Discussion in 'Mac OS X Server, Xserve, and Networking' started by smoked, Jul 30, 2009.

  1. smoked macrumors regular

    Feb 25, 2009
    I'm wondering if I should plan on OS X server or not, when SL comes out in September. I'm not sure what the Server does or what the $499 would "get" me. Can someone please enlighten me?

    My wife has a MBA. She runs Windows XP on it in Parallels 100% of the time.

    We have 2 minis, and will probably add more in time. One mini is at the home office. The mini at the real office is also considered the main "file server".

    We have a network laser printer, and a few deskjets that are USB.

    We'll have a SonicWall TZ210 in the office to allow VPN access from both home and while the MBA is on the road. We'll also have a Time Capsule there for backups.

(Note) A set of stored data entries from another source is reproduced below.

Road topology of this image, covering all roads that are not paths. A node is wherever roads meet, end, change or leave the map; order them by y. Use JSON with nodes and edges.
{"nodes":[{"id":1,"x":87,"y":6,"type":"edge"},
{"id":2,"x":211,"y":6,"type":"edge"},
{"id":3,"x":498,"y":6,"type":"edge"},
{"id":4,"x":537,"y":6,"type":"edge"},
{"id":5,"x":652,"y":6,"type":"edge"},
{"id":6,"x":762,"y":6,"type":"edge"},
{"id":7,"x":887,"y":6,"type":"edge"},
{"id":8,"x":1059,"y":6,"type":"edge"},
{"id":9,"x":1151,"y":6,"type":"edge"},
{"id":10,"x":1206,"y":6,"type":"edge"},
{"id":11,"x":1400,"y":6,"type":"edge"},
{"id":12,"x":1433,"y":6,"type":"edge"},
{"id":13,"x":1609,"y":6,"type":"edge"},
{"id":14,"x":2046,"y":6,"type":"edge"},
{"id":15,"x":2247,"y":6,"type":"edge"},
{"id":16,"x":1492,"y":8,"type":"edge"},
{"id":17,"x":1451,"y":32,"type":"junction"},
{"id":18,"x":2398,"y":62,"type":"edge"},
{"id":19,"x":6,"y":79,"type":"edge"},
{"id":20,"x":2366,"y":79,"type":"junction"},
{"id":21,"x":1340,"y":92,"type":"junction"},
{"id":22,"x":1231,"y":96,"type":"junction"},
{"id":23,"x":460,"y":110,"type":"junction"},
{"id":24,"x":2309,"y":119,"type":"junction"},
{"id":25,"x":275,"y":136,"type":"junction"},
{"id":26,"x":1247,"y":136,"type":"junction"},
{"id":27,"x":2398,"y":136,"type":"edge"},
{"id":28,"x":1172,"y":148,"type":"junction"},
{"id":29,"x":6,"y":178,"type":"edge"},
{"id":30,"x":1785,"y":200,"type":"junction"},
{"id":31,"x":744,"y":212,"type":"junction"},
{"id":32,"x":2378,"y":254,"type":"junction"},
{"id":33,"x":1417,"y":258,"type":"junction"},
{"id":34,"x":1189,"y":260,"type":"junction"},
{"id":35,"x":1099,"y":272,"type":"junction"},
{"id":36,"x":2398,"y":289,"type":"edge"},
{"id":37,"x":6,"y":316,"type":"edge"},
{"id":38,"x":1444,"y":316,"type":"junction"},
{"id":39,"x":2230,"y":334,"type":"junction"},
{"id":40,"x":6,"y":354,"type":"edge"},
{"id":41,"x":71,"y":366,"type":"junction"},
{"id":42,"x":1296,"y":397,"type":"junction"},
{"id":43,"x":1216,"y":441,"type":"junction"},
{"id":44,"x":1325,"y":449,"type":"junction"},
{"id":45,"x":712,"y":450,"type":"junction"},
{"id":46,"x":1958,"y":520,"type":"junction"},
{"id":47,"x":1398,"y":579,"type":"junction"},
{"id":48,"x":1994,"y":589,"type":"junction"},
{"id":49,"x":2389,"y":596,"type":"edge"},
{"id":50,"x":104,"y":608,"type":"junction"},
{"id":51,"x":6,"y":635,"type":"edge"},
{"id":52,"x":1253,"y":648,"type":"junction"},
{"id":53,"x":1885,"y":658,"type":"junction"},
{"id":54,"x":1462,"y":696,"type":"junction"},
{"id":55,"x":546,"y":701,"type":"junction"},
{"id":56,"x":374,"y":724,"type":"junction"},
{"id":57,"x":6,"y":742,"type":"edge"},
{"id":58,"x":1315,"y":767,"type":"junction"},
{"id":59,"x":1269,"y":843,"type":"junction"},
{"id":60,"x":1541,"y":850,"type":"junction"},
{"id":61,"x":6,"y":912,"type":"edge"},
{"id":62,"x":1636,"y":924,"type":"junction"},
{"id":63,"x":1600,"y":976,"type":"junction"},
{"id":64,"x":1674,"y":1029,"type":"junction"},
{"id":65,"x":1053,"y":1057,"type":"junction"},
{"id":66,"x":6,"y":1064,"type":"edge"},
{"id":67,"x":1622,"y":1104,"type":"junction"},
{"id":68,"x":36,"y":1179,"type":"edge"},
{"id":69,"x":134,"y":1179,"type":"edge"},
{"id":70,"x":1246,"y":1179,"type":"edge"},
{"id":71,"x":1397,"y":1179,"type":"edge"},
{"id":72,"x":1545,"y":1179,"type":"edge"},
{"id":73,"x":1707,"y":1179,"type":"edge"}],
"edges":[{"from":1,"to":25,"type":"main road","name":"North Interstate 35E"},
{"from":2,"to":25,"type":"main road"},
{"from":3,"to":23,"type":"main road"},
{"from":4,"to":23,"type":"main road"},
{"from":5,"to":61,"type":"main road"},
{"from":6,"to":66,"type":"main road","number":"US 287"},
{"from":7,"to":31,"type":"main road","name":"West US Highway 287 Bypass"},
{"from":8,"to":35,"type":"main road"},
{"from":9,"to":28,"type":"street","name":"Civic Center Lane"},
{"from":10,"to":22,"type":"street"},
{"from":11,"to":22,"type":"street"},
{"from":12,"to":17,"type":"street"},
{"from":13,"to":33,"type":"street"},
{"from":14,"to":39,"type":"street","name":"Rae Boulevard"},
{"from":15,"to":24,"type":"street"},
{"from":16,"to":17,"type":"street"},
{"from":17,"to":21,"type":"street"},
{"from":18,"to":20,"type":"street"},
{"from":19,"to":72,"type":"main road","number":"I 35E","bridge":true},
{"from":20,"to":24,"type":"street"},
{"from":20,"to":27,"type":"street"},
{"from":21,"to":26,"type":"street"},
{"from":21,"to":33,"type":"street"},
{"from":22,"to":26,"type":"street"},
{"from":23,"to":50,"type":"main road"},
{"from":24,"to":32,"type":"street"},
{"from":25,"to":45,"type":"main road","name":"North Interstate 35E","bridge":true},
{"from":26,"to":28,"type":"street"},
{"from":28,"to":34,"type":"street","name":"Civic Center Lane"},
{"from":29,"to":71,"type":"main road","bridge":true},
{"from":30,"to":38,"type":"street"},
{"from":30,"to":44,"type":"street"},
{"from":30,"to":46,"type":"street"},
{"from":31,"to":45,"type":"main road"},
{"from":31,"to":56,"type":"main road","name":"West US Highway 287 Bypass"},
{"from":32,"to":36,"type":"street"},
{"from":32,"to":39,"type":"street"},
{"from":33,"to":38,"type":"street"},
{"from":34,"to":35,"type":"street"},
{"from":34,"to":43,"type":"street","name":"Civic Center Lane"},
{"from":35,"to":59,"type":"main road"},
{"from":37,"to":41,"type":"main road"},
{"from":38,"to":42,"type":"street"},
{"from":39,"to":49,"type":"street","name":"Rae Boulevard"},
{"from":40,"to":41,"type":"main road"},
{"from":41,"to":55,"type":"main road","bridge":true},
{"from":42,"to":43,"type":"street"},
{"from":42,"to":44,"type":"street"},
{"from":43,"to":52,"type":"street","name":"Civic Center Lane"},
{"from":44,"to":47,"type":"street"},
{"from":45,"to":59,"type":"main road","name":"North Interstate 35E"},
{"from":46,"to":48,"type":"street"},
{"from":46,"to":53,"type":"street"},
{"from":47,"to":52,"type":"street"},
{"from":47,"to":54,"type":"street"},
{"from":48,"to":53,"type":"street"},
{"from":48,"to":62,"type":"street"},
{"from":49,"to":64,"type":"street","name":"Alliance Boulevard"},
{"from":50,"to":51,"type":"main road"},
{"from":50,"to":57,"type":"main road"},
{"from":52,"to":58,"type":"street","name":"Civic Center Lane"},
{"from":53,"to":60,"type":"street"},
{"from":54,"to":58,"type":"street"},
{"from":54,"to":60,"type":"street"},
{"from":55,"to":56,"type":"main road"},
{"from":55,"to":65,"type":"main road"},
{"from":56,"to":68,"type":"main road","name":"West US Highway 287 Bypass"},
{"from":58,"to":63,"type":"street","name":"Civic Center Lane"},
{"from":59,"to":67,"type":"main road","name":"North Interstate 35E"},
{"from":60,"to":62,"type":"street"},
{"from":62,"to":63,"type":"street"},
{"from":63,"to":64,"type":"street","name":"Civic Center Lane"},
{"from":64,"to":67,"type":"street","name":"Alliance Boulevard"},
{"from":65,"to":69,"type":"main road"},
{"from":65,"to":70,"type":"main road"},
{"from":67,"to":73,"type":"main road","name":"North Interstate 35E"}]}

    We have a number of outsiders we work with that need varying levels of access to data, and would access the file server through a VPN client.

  2. ChrisA macrumors G4

    Jan 5, 2006
    Redondo Beach, California
    I think the better question is "What can Server do for you that the standard Mac OS X can't?"

    Not a lot. Maybe nothing. It has some tools for managing a large number of user accounts. But you will have likely less than a dozen. Most stuff to make life easy if you have a large number of Mac computers and users and you don't come close to that

    Also these tools or one like them are mostly available for free as Open Source

    The service you might want to set up, web servers and the like are already there with "normal" Mac OS or you can get them free

    In any case you are going at this backwards. What you should be asking is how to solve some problem you have not "what problem does this solve"

    FOr most people with multiple computers the most useful addition to the network is storage. If you want storage then you need to know (1) how much do you need now and in 3 to 5 years and (2) how fast does it need to be? IS WiFi fast enough or will you need gigabit ethernet to each client. Next you can select a server. (You will not need Server OS for this either) Likely a "Drobo" box will be fine.
  3. wustudybreak macrumors newbie

    Jul 25, 2006
    Saint Louis

    I have not yet look into the new coming SL Server, but I'm just speaking from my experiences with Leopard Server.

    VPN access is pretty easy to configure. I frequently access the LAN at work from home to do a few things. All the macs has build in VPN client, so make it easy to configure clients too. All local resources will be available for you, including the printer. So, watch out what you print out and which printer you are using. You might print something to work accidentally. (It works in theory, I never tried)

    Wiki Server is great and easy to configure. You can create different users and let them contribute to wiki. For example, you want to download a PDF of "how to do....", and it is on work place's wiki site. You can first VPN into the server, (obtaining the local ip address you assigned to it during configuration), and go to the wiki site and download it. You can also upload any important documentation on the road too by using VPN. Just a few use case. Sure, you can also host your own website too, but you can do the same thing on a linux machine or a regular mac.

    Again, there are so many other features worth trying, but I found no particular depend on it. If you know enough how to get around a mac, and have some experiences in remote, networking, you probably found most of the features on the server can be done differently just using a regular mac. I think Server is just for better integrations if you want to add XRaid and other apple tools. The price can be hard to take.